While romantic comedyveteran Jennifer Aniston has never quite fallen under the umbrella of culture warrior, the famous Friend has found herself in a snit with the tighty right and the family vaiues blowhards over remarks she made regarding a woman’s ability to have babies without a steady man in her life.
Upon hearing Jennifer’s remarks, conservative mouthpiece Bill O’Reilly and his panel of modern women, Fox News’ Margaret Hoover and Gretchen Carlson – both channeling Tammy Wynette circa 1971 – proselytized about the role of men in raising children, while simultaneously insulting Jen for being 41, single and childless.
Jen, who’s busy promoting her new film with Jason Bateman, The Switch, about a woman trying to conceive via artificial insemination, said the following about single mom-hood.
“Women are realizing it more and more knowing that they don’t have to settle with a man just to have that child.

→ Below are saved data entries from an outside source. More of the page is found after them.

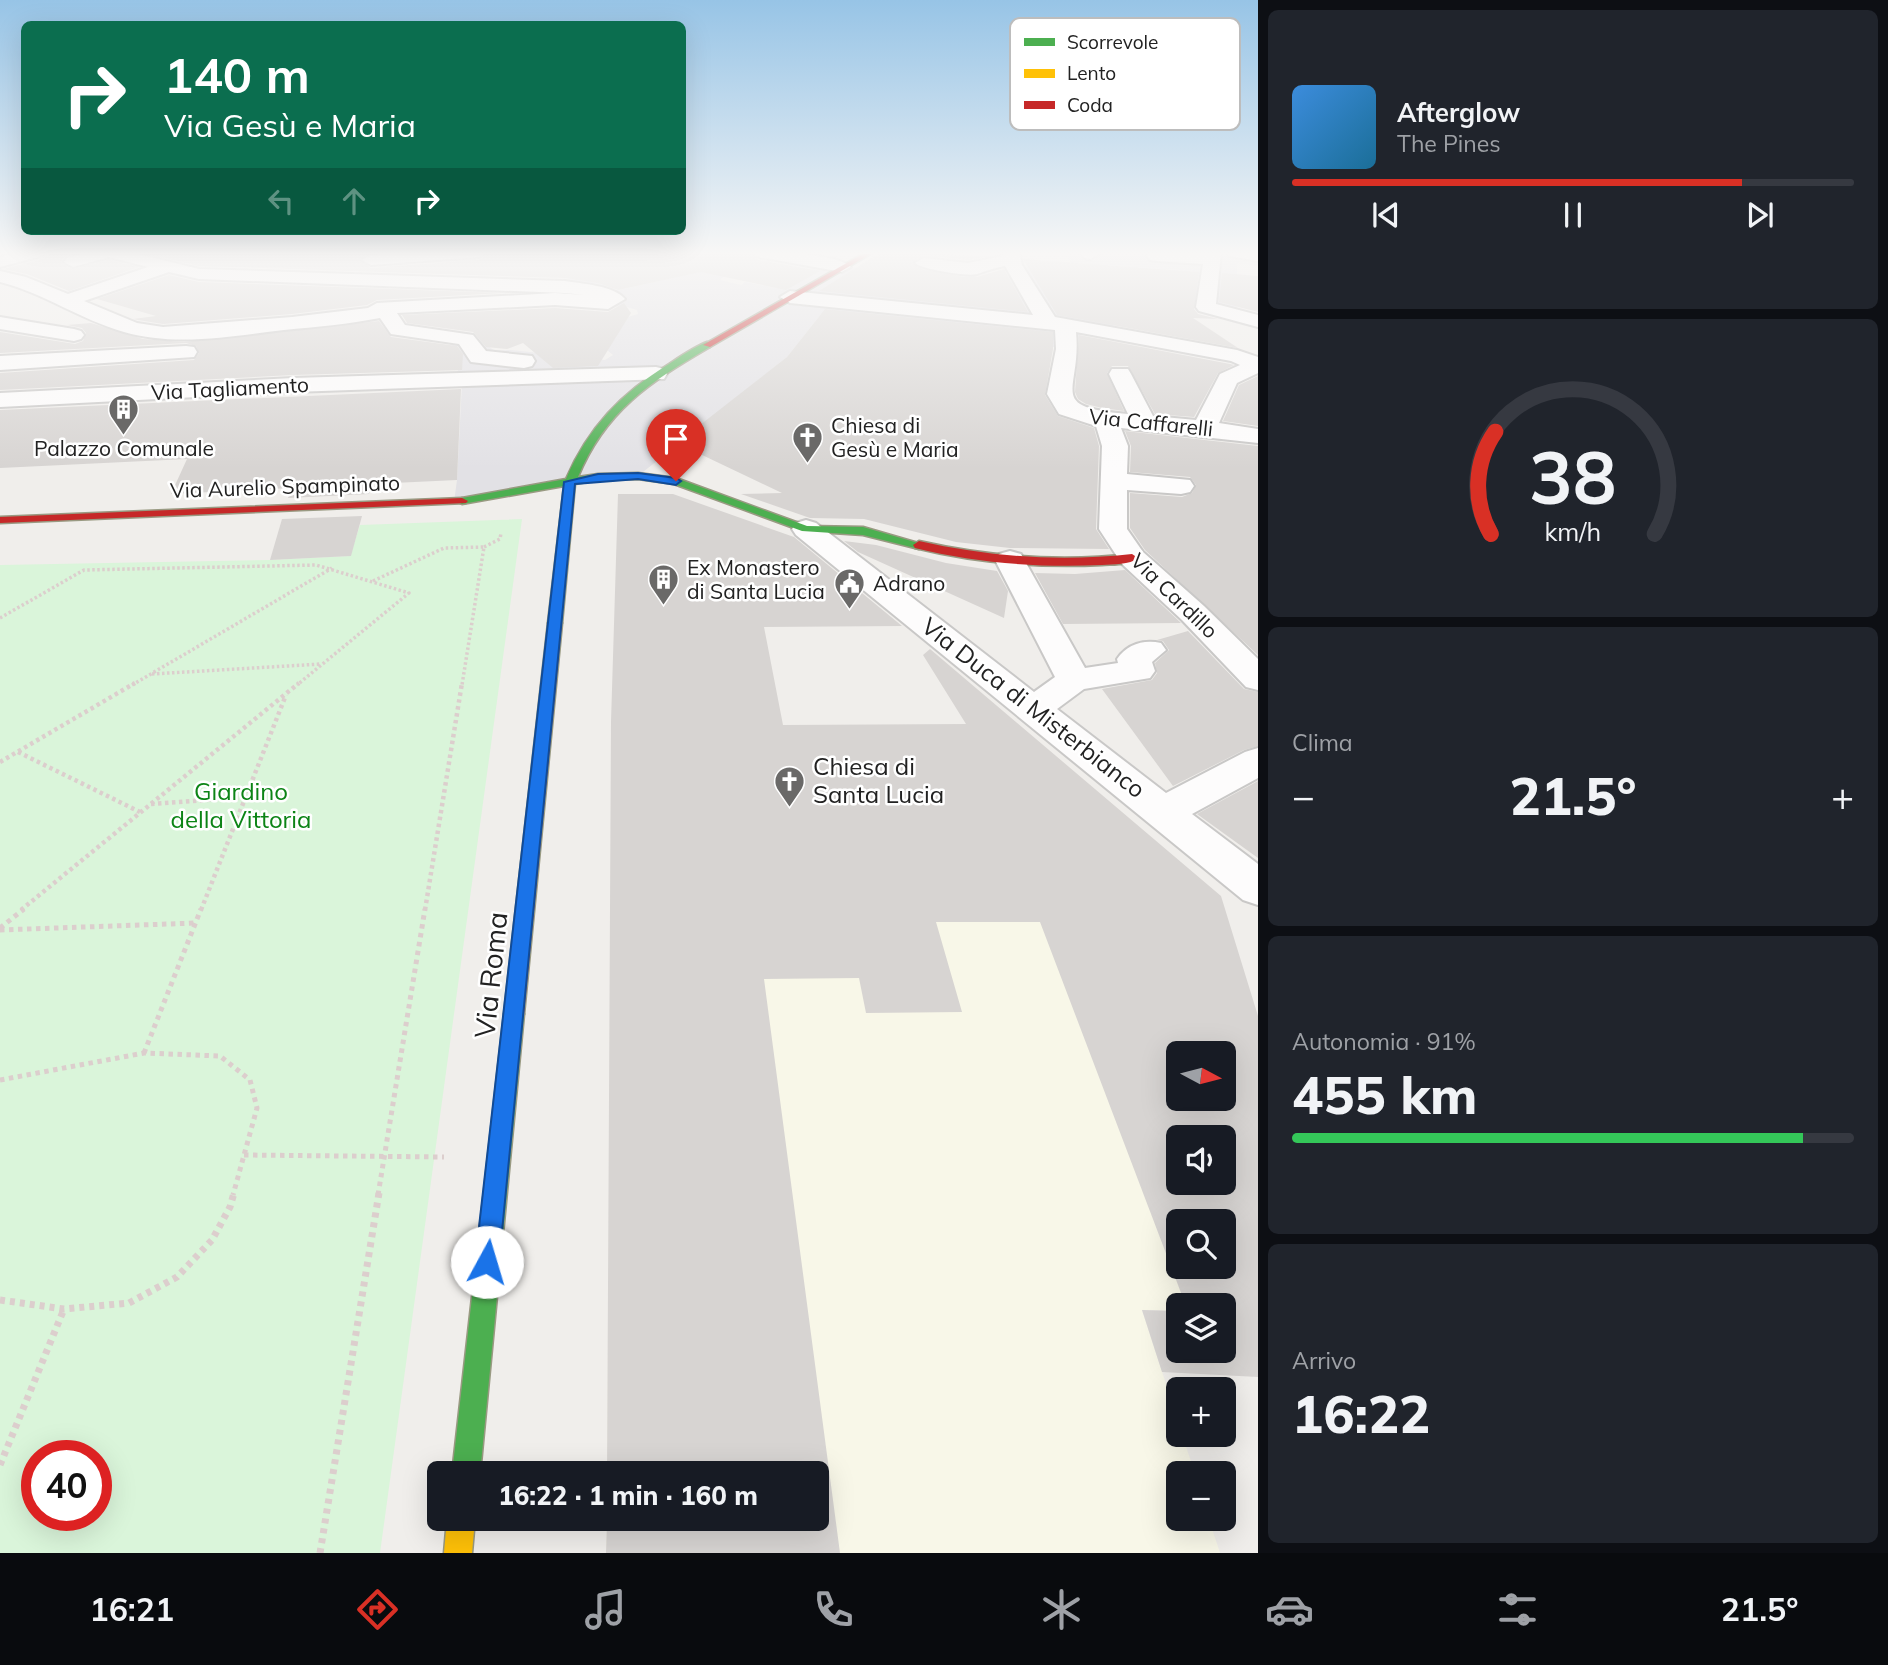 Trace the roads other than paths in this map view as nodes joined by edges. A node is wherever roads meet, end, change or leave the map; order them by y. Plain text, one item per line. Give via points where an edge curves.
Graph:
1 (9, 324) edge
2 (130, 324) edge
3 (281, 324) edge
4 (394, 324) edge
5 (493, 324) edge
6 (739, 324) edge
7 (1012, 324) edge
8 (1060, 324) edge
9 (258, 327) junction
10 (32, 328) junction
11 (1065, 331) junction
12 (74, 335) dead end
13 (482, 336) junction
14 (0, 340) edge
15 (0, 363) edge
16 (1258, 365) edge
17 (648, 374) junction
18 (1120, 374) dead end
19 (0, 400) edge
20 (1106, 419) junction
21 (1144, 423) junction
22 (1204, 428) junction
23 (1258, 436) edge
24 (1115, 481) junction
25 (570, 482) junction
26 (1181, 486) dead end
27 (0, 520) edge
28 (806, 529) junction
29 (1132, 558) junction
30 (1010, 559) junction
31 (1244, 649) edge
32 (1149, 650) dead end
33 (1258, 678) edge
34 (1074, 680) junction
35 (1034, 709) junction
36 (1258, 761) edge
37 (1163, 811) junction
38 (1258, 888) edge
39 (467, 1461) edge
40 (460, 1531) edge
41 (458, 1553) edge

1 - 10 street
2 - 9 street via 158,333
3 - 9 street
4 - 13 street via 398,330
5 - 13 street
6 - 17 street
7 - 11 street
8 - 11 street
9 - 15 street via 258,348
10 - 12 street
10 - 14 street
11 - 16 street via 1237,356
11 - 20 street, Via Caffarelli via 1061,401 1076,414
13 - 17 street via 479,357
16 - 22 street via 1228,380
17 - 19 street, Via Tagliamento
17 - 25 street via 601,421
18 - 21 street
20 - 21 street, Via Caffarelli
20 - 24 street, Via Cardillo via 1115,446
21 - 22 street, Via Caffarelli
22 - 23 street, Via Caffarelli
24 - 26 street
24 - 29 street, Via Cardillo via 1113,529
25 - 27 street, Via Aurelio Spampinato via 468,501
25 - 28 street, Via Aurelio Spampinato via 638,476 676,481
25 - 39 street, Via Roma
28 - 30 street, Via Aurelio Spampinato via 863,531 956,554
28 - 35 street, Via Duca di Misterbianco
29 - 30 street, Via Aurelio Spampinato via 1100,562
29 - 31 street, Via Cardillo via 1193,613
30 - 34 street
31 - 33 street, Via Cardillo
32 - 34 street via 1135,659 1138,671
34 - 35 street
35 - 37 street, Via Duca di Misterbianco
36 - 37 street
37 - 38 street, Via Duca di Misterbianco
40 - 41 street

Times have changed and that is also what is amazing… that we do have so many options these days, as opposed to our parents’ days when you can’t have children because you have waited too long.”
This apparently sent O’Reilly into a tailspin causing him to decry that Aniston is diminishing the role of the dad and that her opinions are dangerous for adolescents girls (likely because it’s bad for the family values coalition to teach girls to think for themselves and outside the norms of settling down dependant on a man and making babies for him, but that’s a rant for another day).

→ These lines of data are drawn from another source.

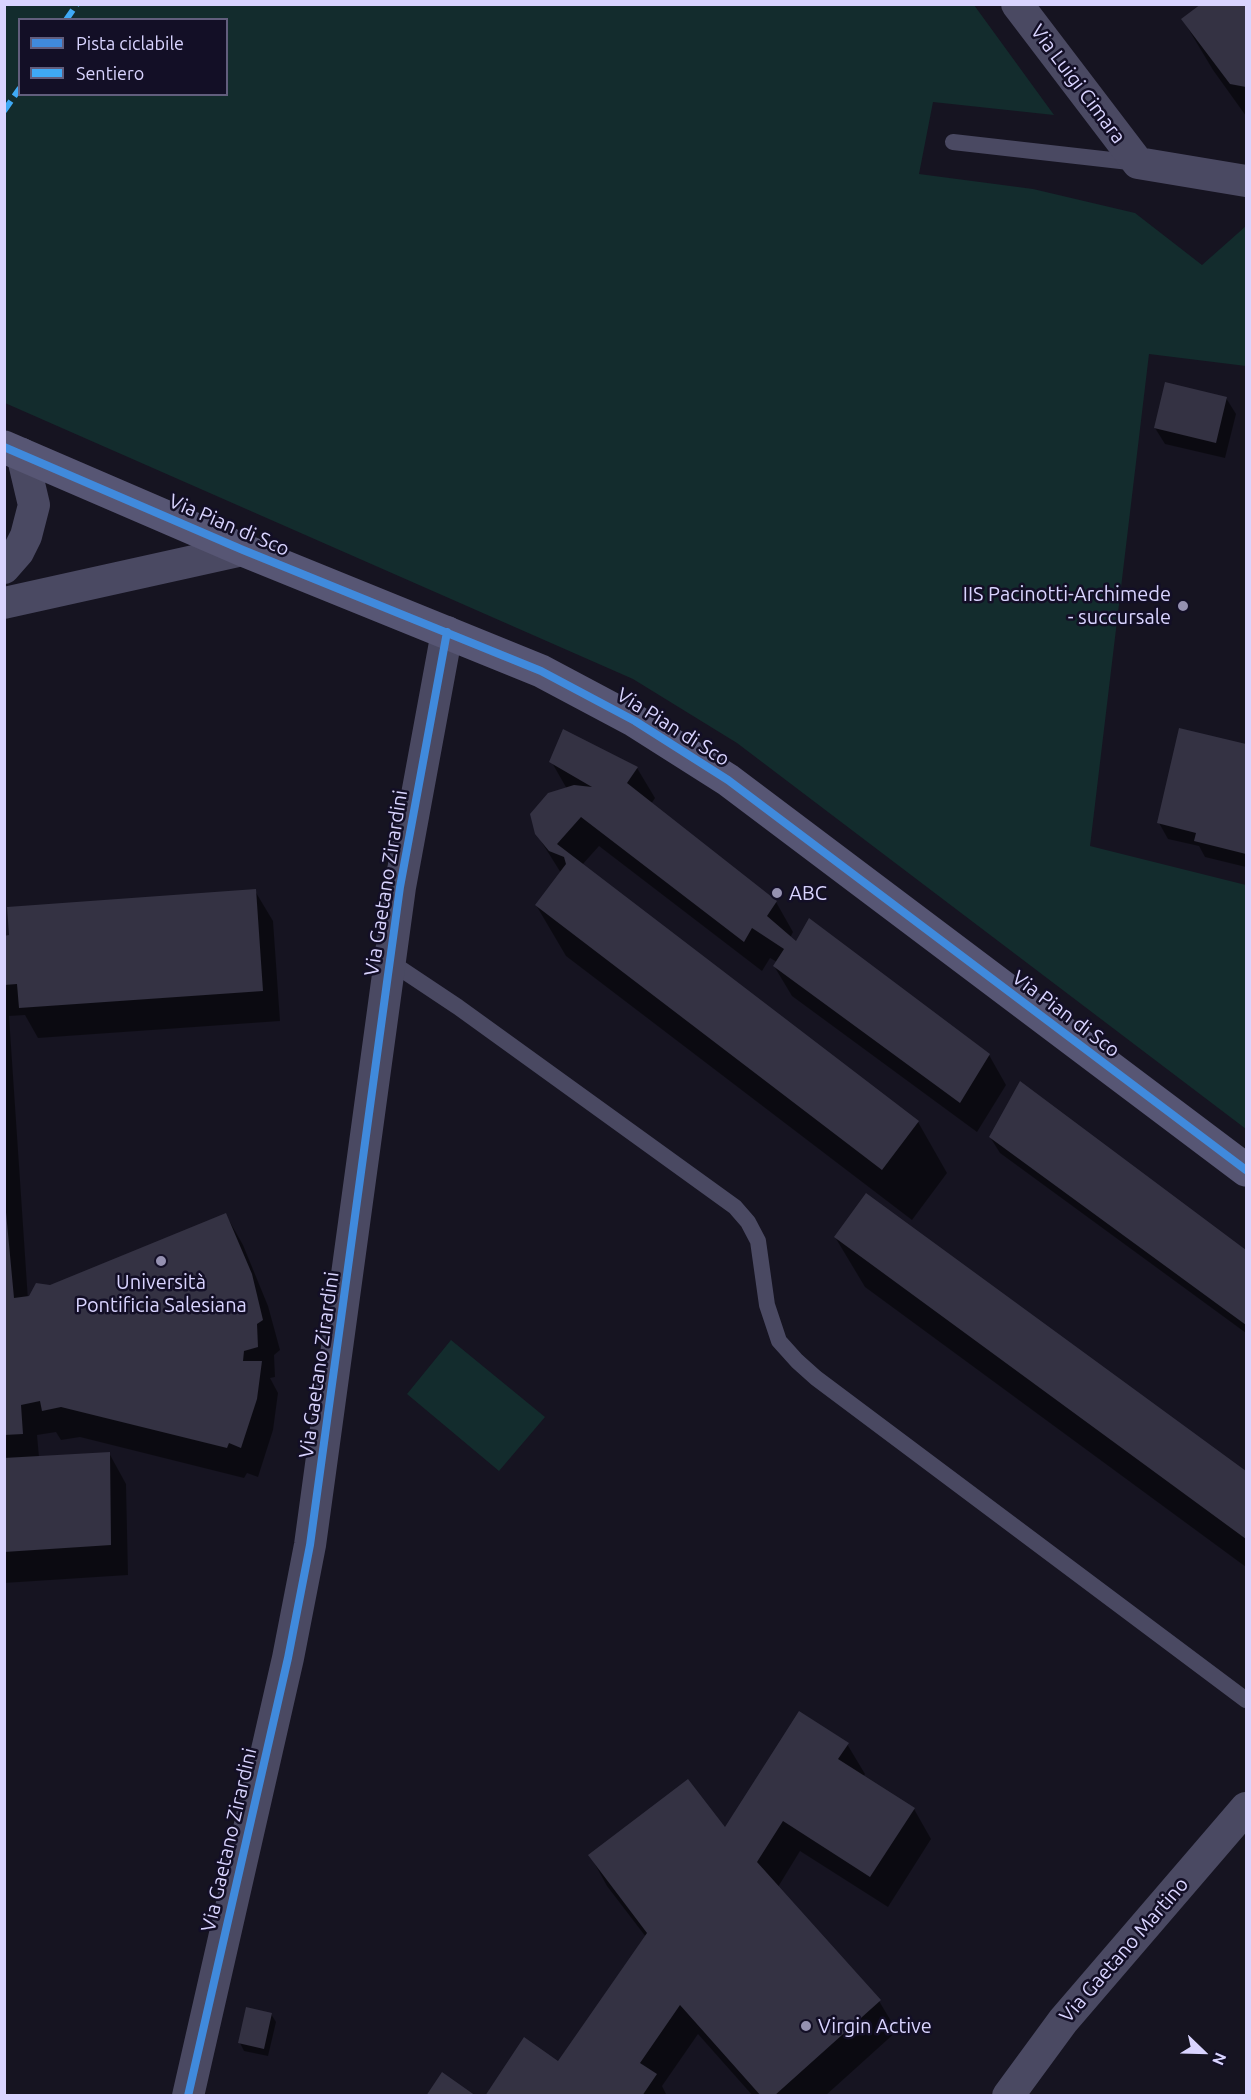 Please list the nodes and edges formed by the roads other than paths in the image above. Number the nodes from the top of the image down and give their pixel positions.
1 (1017, 4) edge
2 (953, 142) dead end
3 (1138, 163) junction
4 (1246, 180) edge
5 (13, 450) edge
6 (243, 549) junction
7 (4, 567) edge
8 (4, 603) edge
9 (447, 632) junction
10 (389, 961) junction
11 (1246, 1170) edge
12 (1246, 1700) edge
13 (1246, 1808) edge
14 (188, 2096) edge
15 (1008, 2096) edge

1 - 3 street, Via Luigi Cimara
2 - 3 lane
3 - 4 street
5 - 6 street, Via Pian di Sco
5 - 7 street
6 - 8 street
6 - 9 street, Via Pian di Sco
9 - 10 street, Via Gaetano Zirardini
9 - 11 street, Via Pian di Sco
10 - 12 lane
10 - 14 street, Via Gaetano Zirardini
13 - 15 street, Via Gaetano Martino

Here's O'Reilly on Jen's remarks:
"I want to be fair about this because there are millions of single mothers who do a great job with raising their kids. It's possible, but it's not optional. And that's where Miss Aniston makes her mistake. She's throwing a message out to 12-year-olds and 13-year-olds that, 'Hey you don't need a guy. You don't need a dad,.' That is destructive to our society.”
Meanwhile, Hoover couldn’t seem to lay off the tabloid factoid that pits Jennifer as a 41-year-old single woman who seemingly has no choice but to have a baby on her own since she, according to the media fodder, can’t keep a man. Not unsurprisingly, the only fame he attributed to Aniston was that she was married to Brad Pitt and not that she’s built a solid career making her one of the highest paid women in Hollywood.
What O’Reilly and his pair of Tammy Faye Baker School of Beauty Heads of the Class failed to mention were Jen’s remarks that speak to the idea of alternative families in general.
At the press conference, Jen had gone to say:
“The point of the movie is what is it that defines family? It isn’t necessarily the traditional mother, father, two children and a dog named Spot. Love is love and family is what is around you and who is in your immediate sphere. That is what I love about this movie. It is saying it is not the traditional sort of stereotype of what we have been taught as a society of what family is.”
So while O’Reilly and his Stepford cohorts bemoan the diminishing role of the dad in raising children, they missed Jen’s point that family is what you make it. But Kudos to her for speaking out for all families, including -- arguably --LGBT families.
Still, the entire rant on O’Reilly Factor was worth it just to hear him spew the following:
“Dads bring a psychology to children that in this society is underemphasized. Men get hosed all the time."